Lab 0

Hello, World and STA 199!

Lab
End of lab on May 15

This lab will set you up for the computing workflow and give you an opportunity to introduce yourselves to each other and the teaching team.

Hello, World!

You may have heard/seen this phrase, Hello, World!, elsewhere before. It’s usually the first thing you learn in programming – to learn to write a computer program to print this sentence to screen. Things will be different in this course, as it’s not a programming, but a data science course. So, starting tomorrow in class, you’ll learn to use a computer program (called R) to work with data.

But today, we need to set you up for success! Let’s first briefly review the components of the computational toolkit for the course:

  1. R: The programming language you’ll learn in this course.

  2. RStudio: The piece of software (a.k.a. the integrated development environment, IDE) you’ll use to write R code in.

Note

R is the name of the programming language itself and RStudio is a convenient interface.

  1. Quarto: The tool you’ll use to create reproducible computational documents that contain both your narrative (i.e., words in English) and your code (i.e., code in R). Every piece of assignment you hand in will be a Quarto document.
Note

You might be familiar with word processors like MS Word or Google Docs. We will not be using these in this class. Instead, the words you would write in such a document as well as the code will go into a Quarto document, and when you render the document (more on what this means later) you will get a document out that has your words, your code, and the output of that code. Everything in one place, beautifully formatted!

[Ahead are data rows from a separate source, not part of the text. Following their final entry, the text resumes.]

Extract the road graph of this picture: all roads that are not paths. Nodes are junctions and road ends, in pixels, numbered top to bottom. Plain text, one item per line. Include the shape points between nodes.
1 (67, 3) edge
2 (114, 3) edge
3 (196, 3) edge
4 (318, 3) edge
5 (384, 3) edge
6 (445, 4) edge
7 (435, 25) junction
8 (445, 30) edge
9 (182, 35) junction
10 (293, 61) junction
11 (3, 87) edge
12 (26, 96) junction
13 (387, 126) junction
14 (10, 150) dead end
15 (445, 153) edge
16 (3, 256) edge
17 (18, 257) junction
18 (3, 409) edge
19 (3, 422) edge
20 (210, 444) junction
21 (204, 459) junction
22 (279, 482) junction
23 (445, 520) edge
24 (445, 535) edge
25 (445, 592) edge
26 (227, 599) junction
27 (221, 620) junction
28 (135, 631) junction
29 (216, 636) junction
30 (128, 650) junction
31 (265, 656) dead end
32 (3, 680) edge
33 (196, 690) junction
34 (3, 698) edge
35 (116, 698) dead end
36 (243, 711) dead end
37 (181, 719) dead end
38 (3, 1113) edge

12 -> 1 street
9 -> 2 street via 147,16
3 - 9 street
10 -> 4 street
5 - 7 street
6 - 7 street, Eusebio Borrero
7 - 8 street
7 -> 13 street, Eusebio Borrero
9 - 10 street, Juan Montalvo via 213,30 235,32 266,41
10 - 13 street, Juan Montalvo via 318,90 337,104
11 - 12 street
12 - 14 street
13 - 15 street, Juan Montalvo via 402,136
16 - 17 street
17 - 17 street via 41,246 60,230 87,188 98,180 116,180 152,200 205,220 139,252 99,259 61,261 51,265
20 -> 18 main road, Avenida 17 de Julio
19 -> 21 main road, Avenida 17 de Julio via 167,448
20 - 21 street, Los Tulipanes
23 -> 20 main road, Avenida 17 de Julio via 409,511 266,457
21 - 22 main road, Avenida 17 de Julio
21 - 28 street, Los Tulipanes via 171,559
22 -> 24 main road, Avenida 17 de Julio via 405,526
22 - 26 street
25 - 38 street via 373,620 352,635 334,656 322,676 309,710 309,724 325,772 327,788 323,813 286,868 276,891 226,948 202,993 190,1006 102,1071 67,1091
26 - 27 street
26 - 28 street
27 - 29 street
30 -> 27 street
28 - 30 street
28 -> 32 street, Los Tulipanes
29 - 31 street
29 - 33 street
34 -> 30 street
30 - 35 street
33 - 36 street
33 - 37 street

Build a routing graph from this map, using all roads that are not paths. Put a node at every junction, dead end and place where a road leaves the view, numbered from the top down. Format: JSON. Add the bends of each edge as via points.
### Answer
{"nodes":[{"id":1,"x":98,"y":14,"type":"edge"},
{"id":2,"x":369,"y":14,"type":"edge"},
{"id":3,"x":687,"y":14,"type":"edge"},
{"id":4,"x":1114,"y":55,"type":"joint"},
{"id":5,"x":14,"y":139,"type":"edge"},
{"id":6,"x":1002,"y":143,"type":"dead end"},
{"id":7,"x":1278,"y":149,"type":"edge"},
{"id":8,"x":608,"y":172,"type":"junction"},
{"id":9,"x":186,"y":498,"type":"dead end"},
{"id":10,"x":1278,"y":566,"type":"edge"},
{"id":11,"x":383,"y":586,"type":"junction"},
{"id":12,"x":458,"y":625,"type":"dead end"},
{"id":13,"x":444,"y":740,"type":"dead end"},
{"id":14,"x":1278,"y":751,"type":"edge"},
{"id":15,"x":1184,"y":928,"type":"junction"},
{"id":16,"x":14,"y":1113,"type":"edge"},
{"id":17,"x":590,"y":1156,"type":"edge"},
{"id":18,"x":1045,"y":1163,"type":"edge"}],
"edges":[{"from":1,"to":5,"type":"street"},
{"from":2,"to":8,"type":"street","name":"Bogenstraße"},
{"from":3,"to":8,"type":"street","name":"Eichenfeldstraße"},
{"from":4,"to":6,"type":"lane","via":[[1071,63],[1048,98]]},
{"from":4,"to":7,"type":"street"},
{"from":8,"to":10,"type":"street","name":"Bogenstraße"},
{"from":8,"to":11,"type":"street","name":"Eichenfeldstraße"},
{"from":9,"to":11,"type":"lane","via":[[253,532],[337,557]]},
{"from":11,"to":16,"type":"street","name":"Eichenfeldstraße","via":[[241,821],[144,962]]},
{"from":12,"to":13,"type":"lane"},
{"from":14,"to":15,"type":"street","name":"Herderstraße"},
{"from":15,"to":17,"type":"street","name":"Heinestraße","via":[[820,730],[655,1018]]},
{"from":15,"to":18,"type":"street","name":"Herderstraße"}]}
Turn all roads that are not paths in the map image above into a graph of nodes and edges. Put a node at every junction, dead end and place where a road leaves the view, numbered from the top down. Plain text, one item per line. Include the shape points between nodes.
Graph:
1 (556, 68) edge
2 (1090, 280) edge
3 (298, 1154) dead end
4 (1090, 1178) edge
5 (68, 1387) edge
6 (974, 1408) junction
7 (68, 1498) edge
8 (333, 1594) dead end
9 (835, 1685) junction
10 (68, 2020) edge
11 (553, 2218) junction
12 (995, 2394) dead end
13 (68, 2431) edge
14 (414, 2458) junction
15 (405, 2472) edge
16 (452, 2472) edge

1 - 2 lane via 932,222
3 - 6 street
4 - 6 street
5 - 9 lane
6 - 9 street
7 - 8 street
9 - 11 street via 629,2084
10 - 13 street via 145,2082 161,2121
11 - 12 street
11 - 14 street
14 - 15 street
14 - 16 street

  1. Git: Version control system.
  2. GitHub: A web hosting service for the Git version control system that also allows for transparent collaboration between team members.
Note

Git is a version control system (like “Track Changes” features from Microsoft Word but more powerful) and GitHub is the home for your Git-based projects on the internet (like DropBox but much better).

Access R and RStudio

  • Go to https://cmgr.oit.duke.edu/containers and login with your Duke NetID and Password.
  • Click STA198-199 to log into the Docker container. You should now see the RStudio environment.

Go to https://cmgr.oit.duke.edu/containers and under Reservations available click on reserve STA 198-199 to reserve a container for yourself.

Note

A container is a self-contained instance of RStudio for you, and you alone. You will do all of your computing in your container.

Once you’ve reserved the container you’ll see that it will show up under My reservations.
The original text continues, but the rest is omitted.